WholeFoods Magazine 2018 ForecastDiane Ray, VP, strategic innovation, NMI (Natural Marketing Institute), Harleysville, PA, shares her thoughts on where the opportunity lies in the coming year.

Boomers control the bulk of the wealth in the country yet everybody’s focused on millennials. Millennials will be the future and if you get them early and keep them brand loyal you’ve got them in your brand franchise for life. But short term, you’ve got 74 million boomers who have $3 trillion in spending power. They are spending and they are living longer and should not be overlooked!

Boomers are not only invested in health and wellness but are also growing in their sustainability behaviors. The largest group coming into many sustainable actions such as buying Fair Trade Certified products are what NMI calls the Conventionals. These are boomers who were busy raising families. Maybe they didn’t have time to pay attention. Now they’ve got a little bit of time on their hands and realize making their families, neighborhoods and the planet sustainable is important.

Product

In the product arena, especially in supplements, I see the next big wave being products with clinical data to support efficacy. Before it’s often been inference marketing, if a = b and b = c, then a = c. People have bought into inference marketing and don’t believe you’re intentionally lying to them but in some cases, if it doesn’t prove out, the industry takes a credibility hit.

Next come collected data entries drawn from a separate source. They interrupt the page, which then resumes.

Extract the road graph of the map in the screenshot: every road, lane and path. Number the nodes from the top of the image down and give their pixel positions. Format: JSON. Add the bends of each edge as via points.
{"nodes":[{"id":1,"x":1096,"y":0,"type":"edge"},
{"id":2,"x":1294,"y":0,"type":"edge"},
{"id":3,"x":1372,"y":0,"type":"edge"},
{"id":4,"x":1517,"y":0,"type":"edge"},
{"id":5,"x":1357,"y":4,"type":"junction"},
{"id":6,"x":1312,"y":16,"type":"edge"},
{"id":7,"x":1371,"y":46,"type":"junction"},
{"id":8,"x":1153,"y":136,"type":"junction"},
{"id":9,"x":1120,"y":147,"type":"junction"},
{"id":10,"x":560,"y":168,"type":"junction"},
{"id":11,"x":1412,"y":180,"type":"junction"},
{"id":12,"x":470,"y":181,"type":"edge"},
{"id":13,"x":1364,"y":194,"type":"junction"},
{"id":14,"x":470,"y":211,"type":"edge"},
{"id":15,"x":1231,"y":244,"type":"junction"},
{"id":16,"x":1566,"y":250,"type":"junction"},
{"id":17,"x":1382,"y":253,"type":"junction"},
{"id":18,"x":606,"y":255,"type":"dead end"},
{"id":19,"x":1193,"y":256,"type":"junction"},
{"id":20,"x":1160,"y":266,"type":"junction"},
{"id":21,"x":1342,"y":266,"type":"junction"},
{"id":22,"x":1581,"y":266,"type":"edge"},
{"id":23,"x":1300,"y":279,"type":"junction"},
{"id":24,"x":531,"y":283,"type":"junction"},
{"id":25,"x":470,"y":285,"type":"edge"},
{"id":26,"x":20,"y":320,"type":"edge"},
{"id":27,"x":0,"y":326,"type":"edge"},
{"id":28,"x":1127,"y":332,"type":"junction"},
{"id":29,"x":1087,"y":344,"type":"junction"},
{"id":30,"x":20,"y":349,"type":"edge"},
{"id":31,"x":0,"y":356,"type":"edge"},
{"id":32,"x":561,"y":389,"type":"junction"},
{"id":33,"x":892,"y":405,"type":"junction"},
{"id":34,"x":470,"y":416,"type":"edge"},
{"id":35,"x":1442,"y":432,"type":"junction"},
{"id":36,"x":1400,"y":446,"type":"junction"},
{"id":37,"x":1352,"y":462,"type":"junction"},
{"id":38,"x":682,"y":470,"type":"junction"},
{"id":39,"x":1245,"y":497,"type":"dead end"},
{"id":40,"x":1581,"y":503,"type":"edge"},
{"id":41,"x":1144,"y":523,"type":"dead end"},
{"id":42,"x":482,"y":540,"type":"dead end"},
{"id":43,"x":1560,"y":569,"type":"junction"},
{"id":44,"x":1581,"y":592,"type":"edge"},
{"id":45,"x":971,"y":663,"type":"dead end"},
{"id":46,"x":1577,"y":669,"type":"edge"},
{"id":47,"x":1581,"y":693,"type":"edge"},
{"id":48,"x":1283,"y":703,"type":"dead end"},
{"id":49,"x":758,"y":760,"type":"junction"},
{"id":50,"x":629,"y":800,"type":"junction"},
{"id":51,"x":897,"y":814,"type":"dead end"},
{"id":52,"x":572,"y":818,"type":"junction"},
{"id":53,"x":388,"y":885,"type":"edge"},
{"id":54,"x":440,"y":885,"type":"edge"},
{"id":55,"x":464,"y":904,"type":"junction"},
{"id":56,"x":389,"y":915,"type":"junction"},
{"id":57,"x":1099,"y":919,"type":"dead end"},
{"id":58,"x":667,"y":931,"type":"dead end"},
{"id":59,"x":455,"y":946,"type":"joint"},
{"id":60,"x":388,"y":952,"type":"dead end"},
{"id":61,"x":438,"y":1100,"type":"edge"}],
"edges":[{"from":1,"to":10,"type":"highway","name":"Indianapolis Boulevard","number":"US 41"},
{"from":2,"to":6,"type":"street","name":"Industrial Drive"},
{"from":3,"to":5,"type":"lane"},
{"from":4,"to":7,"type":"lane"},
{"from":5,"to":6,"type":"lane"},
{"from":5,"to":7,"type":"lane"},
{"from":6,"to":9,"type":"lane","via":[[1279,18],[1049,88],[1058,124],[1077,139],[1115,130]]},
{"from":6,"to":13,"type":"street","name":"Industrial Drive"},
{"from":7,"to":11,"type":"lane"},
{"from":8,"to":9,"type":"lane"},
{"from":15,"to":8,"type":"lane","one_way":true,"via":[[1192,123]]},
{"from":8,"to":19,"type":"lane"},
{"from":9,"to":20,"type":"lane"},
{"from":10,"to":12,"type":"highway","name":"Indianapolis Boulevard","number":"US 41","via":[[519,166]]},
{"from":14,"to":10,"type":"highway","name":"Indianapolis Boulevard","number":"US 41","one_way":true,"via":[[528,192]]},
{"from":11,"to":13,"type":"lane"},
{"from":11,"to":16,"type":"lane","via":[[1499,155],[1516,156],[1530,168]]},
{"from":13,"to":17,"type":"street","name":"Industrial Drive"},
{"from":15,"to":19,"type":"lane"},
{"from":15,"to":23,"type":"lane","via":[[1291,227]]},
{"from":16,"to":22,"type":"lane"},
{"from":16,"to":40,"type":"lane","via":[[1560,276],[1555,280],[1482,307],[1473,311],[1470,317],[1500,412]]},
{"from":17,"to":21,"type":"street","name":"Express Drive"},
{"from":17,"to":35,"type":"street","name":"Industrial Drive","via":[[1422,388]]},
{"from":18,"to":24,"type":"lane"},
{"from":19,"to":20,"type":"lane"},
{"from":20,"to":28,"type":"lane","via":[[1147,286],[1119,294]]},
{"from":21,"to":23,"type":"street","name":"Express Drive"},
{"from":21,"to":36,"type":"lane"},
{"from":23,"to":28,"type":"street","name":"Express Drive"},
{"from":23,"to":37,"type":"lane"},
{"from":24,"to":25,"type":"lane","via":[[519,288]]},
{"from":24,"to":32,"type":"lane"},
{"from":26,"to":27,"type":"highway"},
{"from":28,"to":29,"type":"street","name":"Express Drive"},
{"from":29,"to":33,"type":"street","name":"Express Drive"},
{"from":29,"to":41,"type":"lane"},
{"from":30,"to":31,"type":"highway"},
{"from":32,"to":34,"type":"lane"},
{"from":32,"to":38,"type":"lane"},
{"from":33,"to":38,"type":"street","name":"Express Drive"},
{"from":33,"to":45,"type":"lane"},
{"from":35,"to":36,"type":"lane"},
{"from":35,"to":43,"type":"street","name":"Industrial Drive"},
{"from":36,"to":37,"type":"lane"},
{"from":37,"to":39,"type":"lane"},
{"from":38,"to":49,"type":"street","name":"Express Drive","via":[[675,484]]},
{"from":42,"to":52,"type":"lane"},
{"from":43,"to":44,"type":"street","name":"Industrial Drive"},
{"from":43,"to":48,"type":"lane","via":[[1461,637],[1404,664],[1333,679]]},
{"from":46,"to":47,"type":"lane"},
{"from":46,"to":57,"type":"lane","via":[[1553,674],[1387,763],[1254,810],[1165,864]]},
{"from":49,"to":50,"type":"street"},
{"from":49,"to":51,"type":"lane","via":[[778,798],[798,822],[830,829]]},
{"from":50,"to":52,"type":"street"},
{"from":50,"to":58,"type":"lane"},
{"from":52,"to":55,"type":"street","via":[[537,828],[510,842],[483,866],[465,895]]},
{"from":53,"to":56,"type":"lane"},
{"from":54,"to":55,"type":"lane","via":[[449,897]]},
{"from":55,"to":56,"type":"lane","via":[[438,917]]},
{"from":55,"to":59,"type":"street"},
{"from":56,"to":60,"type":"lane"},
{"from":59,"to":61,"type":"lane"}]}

I think the independent retailer has a strong role as the adviser, the third-party intermediary, the knowledge holder. When people go to buy at a big box store, they’re not expecting anyone to be knowledgeable. On the internet, reviews are all suspect. There’s so much conflicting information. You don’t really know. Not every independent retailer is knowledgeable, but it’s a great place to invest in education for your staff in order to help bring new supplement users on board smoothly and instill industry credibility. These knowledge experts, whether it’s independent retailers or medical professionals, are becoming more and more important.

Nutritional science

Ten years ago, no doctors were even getting nutritional science as a part of their core training. Now it’s in medical schools, but it’s still a minute part of overall training. It’s still oriented toward the body as a machine. Let’s grease the joints. Let’s keep these certain functions moving, but what’s happening in your gut biome? If you look at every major university, they’re all looking at the gut biome, the nutrients being absorbed, building up the lining of your intestinal walls, etc. Nutritional science advances will be fueling industry growth, both supplements and food/bev, for the foreseeable future.

There needs to be a credible pipeline of how the bench chemistry research translates into real products for real people. Consumers are crying for some diagnostic cascade to help them know what to take and help them assess results. They don’t know what they should be taking and they don’t know if what they are taking is really doing anything for them. It very quickly becomes overwhelming. So they decide “I’ll just take a comprehensive multi because that’s the simple solution” or “I’ll just attack one specific issue” without always addressing health holistically.

The physician channel, or specialist channel, is helping grow the industry as there is an increasing number of health care professionals working to better understand nutritional science. You’re not seeing this in a physician practice that is all about getting more people through in a given day or a super-uber specialist who turns first to Rx solutions, but there’s this group in the middle, physicians, dieticians, nutritionists, etc., who are more often recommending nutrition-based health and wellness solutions.

All-in-all, the outlook is strong for continued growth of the supplement industry!